WHAT YOU ARE ASKED TO DO
Among the lines below, how many carry the string "Valley"? Reply with a number and nothing else.

SUPPLIED MATERIAL
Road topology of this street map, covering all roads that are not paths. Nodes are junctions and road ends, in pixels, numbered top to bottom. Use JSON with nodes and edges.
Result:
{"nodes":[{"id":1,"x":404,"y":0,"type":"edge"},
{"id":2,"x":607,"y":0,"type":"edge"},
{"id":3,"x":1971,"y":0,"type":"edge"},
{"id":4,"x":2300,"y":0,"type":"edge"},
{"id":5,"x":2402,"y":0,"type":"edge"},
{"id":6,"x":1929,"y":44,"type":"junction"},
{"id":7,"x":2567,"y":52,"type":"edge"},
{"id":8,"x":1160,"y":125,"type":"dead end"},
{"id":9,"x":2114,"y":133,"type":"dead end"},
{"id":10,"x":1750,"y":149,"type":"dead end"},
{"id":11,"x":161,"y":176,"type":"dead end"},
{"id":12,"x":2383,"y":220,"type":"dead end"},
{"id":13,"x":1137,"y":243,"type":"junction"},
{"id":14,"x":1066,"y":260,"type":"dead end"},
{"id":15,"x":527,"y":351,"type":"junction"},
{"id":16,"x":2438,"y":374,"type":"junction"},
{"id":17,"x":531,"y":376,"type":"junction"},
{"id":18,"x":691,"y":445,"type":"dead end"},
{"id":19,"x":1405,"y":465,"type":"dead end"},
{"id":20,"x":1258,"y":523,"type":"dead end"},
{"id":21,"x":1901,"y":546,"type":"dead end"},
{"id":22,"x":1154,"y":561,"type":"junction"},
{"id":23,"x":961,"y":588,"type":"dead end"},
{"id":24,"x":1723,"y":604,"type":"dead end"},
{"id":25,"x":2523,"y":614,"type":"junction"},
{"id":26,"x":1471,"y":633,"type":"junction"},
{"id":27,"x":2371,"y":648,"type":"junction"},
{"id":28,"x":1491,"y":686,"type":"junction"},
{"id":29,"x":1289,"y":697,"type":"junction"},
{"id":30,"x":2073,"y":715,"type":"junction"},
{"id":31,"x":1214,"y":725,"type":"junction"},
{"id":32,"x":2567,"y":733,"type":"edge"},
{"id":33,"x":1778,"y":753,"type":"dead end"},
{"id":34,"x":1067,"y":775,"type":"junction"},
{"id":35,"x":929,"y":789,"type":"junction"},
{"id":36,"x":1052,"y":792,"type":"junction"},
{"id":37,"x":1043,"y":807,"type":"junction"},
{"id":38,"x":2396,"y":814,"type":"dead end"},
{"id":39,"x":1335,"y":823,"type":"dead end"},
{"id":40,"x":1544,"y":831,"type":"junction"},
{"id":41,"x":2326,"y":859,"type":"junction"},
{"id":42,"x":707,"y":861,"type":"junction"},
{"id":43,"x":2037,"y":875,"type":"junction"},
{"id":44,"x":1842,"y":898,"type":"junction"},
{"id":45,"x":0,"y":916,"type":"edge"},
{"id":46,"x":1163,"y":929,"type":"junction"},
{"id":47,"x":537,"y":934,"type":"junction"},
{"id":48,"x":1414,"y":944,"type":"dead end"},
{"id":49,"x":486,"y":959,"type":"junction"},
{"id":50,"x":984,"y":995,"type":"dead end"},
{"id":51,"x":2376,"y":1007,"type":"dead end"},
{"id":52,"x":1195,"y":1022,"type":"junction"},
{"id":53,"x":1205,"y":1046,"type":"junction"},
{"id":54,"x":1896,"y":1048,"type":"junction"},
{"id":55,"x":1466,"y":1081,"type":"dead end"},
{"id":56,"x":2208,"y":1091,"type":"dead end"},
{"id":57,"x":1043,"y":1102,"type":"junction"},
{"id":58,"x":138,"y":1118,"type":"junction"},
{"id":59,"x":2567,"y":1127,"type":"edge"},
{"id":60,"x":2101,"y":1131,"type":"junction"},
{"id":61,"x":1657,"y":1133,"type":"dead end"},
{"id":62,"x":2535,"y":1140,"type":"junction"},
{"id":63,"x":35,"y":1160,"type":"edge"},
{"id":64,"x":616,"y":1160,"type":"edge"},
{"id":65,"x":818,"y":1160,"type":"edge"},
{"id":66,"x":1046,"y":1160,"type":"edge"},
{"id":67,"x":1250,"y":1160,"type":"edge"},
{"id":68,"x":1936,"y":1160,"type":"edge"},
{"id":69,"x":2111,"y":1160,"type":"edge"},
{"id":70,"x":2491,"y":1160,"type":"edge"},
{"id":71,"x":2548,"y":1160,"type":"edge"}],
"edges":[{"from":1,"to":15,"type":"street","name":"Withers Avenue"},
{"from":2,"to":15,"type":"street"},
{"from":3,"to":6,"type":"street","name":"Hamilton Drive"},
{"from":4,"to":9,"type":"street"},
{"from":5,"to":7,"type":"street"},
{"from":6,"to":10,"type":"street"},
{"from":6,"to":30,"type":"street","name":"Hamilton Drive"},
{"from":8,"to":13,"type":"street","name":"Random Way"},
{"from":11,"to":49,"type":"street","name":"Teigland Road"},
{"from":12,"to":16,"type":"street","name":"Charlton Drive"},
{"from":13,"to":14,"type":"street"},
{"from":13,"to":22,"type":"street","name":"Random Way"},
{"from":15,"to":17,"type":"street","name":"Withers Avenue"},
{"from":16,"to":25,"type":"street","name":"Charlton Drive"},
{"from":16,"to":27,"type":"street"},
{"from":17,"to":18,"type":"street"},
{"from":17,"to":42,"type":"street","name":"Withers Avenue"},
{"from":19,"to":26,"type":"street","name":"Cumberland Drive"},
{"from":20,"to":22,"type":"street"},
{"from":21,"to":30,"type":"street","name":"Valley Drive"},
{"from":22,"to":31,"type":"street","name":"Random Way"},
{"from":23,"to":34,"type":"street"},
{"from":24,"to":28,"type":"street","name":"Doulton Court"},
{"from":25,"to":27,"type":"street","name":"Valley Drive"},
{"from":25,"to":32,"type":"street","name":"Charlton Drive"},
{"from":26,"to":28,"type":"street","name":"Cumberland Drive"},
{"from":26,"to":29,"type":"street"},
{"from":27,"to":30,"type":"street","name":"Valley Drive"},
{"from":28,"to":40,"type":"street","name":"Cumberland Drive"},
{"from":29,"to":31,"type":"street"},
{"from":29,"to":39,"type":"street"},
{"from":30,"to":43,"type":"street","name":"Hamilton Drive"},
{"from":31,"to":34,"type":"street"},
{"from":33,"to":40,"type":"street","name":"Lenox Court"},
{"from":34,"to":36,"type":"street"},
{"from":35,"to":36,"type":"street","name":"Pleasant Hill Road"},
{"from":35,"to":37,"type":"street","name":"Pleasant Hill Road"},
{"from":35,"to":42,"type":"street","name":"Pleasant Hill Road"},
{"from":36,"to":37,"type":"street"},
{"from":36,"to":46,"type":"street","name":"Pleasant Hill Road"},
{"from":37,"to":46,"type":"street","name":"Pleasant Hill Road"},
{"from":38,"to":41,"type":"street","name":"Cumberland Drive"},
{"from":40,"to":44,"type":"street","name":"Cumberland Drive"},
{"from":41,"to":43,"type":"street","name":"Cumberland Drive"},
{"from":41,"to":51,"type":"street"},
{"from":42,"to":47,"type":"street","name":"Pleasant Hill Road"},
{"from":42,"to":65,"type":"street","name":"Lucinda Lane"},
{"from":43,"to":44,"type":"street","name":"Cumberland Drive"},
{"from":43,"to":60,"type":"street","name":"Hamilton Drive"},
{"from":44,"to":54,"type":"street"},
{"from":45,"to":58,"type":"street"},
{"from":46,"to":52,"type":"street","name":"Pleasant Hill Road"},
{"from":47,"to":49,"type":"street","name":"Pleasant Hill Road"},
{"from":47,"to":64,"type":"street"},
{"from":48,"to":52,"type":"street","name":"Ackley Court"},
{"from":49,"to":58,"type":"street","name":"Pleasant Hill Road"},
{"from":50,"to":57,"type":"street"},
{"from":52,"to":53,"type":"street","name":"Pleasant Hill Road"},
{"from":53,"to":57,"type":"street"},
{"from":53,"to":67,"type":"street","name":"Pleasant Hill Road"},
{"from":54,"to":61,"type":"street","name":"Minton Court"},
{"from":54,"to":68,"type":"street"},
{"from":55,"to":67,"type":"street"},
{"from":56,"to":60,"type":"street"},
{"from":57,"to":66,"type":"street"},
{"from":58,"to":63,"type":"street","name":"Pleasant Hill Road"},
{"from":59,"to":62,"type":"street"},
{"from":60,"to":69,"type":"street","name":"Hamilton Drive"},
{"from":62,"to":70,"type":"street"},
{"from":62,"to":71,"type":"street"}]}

EXPECTED ANSWER
3